In the second instance, which involves heating of the proximate reservoir, an electrical circuit can be configured to include selected portions of the wellbore equipment and the reservoir in the immediate vicinity of the wellbore. An electrical voltage is imposed so that electrical current flows through the primarily resistive circuit involving wellbore equipment and near-wellbore reservoir. The circuit resistance is such that the imposition of a voltage generates heat in the higher resistance reservoir material constituting the near-wellbore vicinity. The heat thus generated is sufficient to effect or assist the vaporization of solvent for subsequent reflux.
Electrical heating may also, for example, be employed to achieve some combination of the above two methods.
In embodiments utilizing downhole solvent reflux, the make-up solvent may be pre-heated prior to its introduction into the reservoir. Also, however, even where no downhole solvent reflux mechanism is employed, the introduction of heated solvent such that heating is not the primary mechanism of oil mobilization may be used in the present methods of non- thermal viscous oil recovery.
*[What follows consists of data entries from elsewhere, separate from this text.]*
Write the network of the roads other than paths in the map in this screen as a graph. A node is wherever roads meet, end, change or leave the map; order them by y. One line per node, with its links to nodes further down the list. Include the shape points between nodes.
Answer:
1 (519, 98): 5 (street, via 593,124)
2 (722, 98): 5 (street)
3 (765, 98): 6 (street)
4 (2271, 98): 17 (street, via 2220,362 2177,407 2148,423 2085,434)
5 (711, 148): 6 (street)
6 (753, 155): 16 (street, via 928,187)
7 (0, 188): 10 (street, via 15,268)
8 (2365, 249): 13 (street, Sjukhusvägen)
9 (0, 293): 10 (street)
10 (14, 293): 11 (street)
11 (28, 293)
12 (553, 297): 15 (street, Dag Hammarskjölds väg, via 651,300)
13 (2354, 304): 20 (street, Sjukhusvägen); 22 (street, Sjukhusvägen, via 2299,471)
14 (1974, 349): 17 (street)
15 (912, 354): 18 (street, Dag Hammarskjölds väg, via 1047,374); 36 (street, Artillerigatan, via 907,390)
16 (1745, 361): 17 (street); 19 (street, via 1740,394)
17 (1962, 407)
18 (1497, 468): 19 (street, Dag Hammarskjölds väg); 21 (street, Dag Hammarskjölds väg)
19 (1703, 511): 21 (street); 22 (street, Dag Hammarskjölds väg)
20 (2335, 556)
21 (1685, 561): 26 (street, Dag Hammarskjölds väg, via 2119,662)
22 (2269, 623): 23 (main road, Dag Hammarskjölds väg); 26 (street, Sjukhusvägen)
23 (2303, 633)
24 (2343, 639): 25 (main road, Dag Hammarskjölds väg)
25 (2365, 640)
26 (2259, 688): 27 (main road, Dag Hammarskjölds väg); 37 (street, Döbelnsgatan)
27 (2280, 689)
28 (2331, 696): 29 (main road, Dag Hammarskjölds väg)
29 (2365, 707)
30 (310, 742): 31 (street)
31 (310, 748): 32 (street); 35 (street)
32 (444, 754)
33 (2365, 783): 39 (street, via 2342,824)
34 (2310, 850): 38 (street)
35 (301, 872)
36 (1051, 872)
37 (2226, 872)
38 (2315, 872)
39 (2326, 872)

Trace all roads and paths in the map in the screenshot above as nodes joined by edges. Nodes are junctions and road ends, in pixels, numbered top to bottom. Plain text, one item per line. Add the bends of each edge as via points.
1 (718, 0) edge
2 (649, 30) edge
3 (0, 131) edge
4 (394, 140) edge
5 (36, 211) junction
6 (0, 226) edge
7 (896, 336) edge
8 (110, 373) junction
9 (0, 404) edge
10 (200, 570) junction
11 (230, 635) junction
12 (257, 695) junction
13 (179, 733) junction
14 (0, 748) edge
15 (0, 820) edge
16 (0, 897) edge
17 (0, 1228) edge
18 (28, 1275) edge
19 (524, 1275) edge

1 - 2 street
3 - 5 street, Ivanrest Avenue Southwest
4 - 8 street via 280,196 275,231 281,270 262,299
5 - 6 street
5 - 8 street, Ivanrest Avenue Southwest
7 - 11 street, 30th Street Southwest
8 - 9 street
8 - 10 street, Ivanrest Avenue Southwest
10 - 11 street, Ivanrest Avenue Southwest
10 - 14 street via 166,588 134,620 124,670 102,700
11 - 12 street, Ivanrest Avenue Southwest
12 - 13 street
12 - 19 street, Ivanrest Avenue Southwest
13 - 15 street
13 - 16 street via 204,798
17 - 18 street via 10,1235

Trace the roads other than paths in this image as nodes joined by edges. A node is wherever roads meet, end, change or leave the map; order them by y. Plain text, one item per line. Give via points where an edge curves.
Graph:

A possible solvent heating configuration involving downhole electrical heating is for example illustrated schematically in Figure 4. As illustrated, the heating of the solvent, whether in association with solvent reflux or independent of it, whether occurring in the wellbore or in the reservoir or in some combination thereof, may be achieved without mixing of a heated fluid, such as steam, with the produced fluids or solvent. Rather, the heating may be achieved either by non-fluid means (e.g., electricity), or by fluid means in which the heated fluid is isolated from the produced fluids or solvent.
Embodiments Pertaining to Well Groupings
The embodiments described above may be applied on either a single well or a multiple well basis. In the case of multiple wells, those wells may be functioning as an aggregate of isolated wells, or two or more of the wells may be in communication with each other through the reservoir. Where such communication exists, the locations at which solvent is injected and fluids are collected may be configured as desired, both laterally among wells and vertically within each wellbore.
REFERENCES:
1. BUTLER, R.M., MOKRYS, I.J., A new process (VAPEX) for recovering heavy oils using hot water and hydrocarbon vapour; Journal of Canadian Petroleum Technology, Vol. 30, No. 1, pp.97-106, January-February 1991.
2. U.S Patent No. 5,899,274 Date of Patent: May 4, 1999.
Inventors: J.W. Frauenfeld and Douglas A. Lillico.
Assignee: Alberta Oil Sands Technology and Research Authority, Alberta, Canada.
3. DUERKSEN, J.H., ELOYAN, A., Evaluation of Solvent-Based In Situ Processes for Upgrading and Recovery of Heavy Oil and Bitumen, UNITAR Conference, Houston, Texas, February 12, 1995.